● **EXERCISE**:
Pick out and copy every line below that has the word "dead".

┄┄┄┄┄┄┄┄┄┄

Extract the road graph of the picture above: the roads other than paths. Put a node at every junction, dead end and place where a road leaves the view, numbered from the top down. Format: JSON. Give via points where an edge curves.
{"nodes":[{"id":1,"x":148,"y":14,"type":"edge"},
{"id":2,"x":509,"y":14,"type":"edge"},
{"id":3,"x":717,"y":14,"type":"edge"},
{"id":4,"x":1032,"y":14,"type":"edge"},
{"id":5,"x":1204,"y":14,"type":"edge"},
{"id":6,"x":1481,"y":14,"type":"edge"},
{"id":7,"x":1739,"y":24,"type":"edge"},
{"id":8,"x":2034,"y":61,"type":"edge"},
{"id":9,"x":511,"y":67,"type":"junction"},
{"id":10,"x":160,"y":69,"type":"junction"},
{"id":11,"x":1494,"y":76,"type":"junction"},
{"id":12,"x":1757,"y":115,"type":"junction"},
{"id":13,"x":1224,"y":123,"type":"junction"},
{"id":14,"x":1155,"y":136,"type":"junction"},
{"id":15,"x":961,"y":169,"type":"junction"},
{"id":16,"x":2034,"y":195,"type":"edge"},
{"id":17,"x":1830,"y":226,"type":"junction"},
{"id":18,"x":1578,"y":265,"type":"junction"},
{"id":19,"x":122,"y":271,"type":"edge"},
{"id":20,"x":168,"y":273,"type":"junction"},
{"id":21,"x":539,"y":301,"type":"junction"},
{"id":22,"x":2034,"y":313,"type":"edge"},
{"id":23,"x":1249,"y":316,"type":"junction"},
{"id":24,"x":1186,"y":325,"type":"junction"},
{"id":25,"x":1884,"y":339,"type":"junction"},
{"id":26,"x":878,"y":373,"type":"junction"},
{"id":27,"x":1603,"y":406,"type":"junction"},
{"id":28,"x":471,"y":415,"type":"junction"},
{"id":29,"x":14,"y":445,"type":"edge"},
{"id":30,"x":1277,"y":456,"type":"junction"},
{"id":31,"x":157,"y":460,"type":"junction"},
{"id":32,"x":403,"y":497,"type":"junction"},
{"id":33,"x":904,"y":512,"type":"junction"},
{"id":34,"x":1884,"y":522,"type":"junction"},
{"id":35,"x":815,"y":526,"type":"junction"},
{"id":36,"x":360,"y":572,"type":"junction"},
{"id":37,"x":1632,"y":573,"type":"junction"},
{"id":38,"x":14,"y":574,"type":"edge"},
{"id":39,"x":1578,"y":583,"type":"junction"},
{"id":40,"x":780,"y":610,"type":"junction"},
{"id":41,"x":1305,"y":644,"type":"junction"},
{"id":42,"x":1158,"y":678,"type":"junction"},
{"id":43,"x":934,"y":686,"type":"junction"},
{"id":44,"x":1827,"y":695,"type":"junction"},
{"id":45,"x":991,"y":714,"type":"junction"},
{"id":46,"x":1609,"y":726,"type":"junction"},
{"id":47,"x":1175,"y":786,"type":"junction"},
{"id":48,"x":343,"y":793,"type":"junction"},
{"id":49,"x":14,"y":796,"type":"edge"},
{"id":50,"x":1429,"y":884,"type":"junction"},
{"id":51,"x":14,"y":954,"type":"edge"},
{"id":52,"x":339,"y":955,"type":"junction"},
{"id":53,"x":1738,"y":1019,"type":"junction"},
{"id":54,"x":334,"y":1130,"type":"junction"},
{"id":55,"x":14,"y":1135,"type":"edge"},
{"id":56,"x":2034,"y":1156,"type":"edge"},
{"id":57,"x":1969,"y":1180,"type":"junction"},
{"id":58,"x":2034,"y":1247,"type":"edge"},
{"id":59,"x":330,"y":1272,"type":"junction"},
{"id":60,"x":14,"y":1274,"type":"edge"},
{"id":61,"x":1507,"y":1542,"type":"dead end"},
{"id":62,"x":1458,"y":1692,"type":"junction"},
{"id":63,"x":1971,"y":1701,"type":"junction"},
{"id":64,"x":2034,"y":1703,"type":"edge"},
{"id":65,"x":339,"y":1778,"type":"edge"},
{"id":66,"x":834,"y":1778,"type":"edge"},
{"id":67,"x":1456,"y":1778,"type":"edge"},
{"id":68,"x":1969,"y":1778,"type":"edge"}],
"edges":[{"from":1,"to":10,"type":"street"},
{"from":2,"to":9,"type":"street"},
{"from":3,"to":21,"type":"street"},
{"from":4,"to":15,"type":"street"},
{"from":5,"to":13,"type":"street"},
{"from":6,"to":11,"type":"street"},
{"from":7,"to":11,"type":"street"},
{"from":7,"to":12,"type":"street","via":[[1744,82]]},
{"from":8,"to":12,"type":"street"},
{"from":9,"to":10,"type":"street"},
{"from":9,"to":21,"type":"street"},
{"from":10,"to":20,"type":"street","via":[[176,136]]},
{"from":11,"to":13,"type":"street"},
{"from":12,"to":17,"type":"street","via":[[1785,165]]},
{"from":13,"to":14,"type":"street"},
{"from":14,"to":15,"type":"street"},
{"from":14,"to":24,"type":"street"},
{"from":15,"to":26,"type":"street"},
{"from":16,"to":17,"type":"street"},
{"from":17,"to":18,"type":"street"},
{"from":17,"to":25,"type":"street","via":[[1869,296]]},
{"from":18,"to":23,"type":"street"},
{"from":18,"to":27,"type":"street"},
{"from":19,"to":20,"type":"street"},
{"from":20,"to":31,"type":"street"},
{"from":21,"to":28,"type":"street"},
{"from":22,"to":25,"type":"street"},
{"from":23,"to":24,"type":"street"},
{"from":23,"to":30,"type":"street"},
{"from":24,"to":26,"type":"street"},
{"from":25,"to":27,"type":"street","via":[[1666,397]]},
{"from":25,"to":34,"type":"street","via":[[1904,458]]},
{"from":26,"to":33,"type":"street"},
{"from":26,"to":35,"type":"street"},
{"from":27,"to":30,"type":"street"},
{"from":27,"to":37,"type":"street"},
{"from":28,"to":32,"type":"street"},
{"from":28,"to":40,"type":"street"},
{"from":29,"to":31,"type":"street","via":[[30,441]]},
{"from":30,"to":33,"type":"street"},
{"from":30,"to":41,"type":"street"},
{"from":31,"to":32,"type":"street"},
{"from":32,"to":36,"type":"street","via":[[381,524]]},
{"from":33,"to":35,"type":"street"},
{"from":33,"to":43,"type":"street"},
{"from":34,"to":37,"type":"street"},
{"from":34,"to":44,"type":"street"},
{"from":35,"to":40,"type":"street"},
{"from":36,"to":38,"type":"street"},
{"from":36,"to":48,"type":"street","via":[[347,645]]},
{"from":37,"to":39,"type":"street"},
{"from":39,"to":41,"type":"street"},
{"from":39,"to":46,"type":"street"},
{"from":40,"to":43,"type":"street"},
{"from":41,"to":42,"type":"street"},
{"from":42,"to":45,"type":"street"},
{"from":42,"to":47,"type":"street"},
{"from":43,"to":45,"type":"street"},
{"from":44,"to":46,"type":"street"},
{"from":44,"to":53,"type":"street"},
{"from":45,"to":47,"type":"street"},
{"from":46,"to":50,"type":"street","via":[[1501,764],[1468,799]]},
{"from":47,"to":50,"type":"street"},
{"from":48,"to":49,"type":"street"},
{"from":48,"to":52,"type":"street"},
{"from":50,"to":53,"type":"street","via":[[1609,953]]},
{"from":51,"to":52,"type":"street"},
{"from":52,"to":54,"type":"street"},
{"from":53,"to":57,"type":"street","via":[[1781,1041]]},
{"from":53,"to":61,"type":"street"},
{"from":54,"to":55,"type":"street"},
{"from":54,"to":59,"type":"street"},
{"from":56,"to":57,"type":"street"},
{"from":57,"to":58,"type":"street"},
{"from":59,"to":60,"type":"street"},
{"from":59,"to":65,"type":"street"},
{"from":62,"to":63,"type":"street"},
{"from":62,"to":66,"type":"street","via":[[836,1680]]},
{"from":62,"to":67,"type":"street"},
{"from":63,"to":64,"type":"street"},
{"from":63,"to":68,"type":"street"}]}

┄┄┄┄┄┄┄┄┄┄

● **RESULT BELOW**:
Extract the road graph of the picture above: the roads other than paths. Put a node at every junction, dead end and place where a road leaves the view, numbered from the top down. Format: JSON. Give via points where an edge curves.
{"id":61,"x":1507,"y":1542,"type":"dead end"},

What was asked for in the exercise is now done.